:: Material for this exercise ::
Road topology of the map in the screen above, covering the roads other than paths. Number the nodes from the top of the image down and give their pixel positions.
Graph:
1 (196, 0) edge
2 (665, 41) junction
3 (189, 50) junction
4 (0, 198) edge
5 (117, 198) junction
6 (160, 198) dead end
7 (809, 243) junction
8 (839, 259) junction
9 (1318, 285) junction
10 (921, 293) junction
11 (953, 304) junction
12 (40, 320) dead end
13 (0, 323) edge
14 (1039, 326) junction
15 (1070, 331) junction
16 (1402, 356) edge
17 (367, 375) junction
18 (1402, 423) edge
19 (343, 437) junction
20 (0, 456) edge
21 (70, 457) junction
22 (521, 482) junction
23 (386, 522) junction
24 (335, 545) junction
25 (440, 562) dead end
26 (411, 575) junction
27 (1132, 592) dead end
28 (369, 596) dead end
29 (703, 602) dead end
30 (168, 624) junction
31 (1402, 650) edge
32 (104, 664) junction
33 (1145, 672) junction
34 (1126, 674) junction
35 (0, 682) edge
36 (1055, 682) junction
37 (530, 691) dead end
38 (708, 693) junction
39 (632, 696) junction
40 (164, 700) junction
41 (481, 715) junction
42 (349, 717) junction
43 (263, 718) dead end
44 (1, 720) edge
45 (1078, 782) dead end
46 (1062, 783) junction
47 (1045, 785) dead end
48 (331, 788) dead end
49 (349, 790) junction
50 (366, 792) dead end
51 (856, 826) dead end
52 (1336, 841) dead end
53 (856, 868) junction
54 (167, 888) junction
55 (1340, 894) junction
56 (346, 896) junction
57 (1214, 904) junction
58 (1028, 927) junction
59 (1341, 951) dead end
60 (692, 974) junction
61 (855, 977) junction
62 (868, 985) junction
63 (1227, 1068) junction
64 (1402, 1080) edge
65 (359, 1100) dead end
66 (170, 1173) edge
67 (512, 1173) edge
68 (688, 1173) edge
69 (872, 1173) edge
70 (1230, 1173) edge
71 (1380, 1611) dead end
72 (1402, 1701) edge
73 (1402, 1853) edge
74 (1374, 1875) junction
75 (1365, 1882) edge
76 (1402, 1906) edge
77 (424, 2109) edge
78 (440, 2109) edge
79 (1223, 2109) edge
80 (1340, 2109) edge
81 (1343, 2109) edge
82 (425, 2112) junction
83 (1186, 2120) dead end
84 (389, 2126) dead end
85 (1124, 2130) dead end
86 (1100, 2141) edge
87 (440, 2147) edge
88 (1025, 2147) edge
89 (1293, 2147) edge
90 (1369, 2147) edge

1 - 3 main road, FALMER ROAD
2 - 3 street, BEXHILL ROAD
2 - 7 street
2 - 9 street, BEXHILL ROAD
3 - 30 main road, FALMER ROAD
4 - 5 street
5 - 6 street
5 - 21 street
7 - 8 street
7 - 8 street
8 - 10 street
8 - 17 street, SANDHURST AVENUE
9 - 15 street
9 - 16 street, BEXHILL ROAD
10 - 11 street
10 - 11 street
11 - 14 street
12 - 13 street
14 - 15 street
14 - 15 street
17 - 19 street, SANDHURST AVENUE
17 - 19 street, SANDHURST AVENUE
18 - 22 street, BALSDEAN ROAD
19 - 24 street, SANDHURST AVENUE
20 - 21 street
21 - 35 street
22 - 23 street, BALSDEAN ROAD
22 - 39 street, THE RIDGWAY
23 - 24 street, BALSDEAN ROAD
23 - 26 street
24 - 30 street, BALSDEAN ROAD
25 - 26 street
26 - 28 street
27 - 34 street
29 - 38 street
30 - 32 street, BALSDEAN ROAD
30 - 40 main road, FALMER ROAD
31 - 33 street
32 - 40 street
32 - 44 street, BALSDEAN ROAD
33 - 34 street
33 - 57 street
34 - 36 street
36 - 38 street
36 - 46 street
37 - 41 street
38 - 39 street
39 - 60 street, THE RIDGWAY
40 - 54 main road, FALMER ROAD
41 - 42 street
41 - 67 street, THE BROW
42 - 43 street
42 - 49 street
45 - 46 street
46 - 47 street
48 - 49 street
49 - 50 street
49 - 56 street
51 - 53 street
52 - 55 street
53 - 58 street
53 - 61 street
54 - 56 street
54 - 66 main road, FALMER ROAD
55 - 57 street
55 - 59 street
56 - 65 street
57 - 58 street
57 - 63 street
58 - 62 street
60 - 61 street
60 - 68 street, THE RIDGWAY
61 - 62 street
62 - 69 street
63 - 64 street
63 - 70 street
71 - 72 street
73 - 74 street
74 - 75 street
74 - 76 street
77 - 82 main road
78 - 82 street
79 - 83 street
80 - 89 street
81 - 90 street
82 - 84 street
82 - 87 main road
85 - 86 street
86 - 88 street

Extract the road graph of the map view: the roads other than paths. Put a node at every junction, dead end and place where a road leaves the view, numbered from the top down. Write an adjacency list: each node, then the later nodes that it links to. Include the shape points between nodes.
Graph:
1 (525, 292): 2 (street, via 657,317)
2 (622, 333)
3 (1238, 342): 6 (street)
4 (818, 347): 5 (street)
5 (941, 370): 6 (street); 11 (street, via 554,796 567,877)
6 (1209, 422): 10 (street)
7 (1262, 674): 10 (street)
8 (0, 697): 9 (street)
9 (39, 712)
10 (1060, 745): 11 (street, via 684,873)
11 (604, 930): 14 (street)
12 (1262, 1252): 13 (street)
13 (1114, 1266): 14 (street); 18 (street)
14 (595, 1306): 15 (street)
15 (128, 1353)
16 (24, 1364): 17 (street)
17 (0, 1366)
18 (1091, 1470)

:: Task directions ::
Select every line of the material above holding the word "nodes" and copy it.

:: Solution to the exercise ::
Road topology of the map in the screen above, covering the roads other than paths. Number the nodes from the top of the image down and give their pixel positions.
Extract the road graph of the map view: the roads other than paths. Put a node at every junction, dead end and place where a road leaves the view, numbered from the top down. Write an adjacency list: each node, then the later nodes that it links to. Include the shape points between nodes.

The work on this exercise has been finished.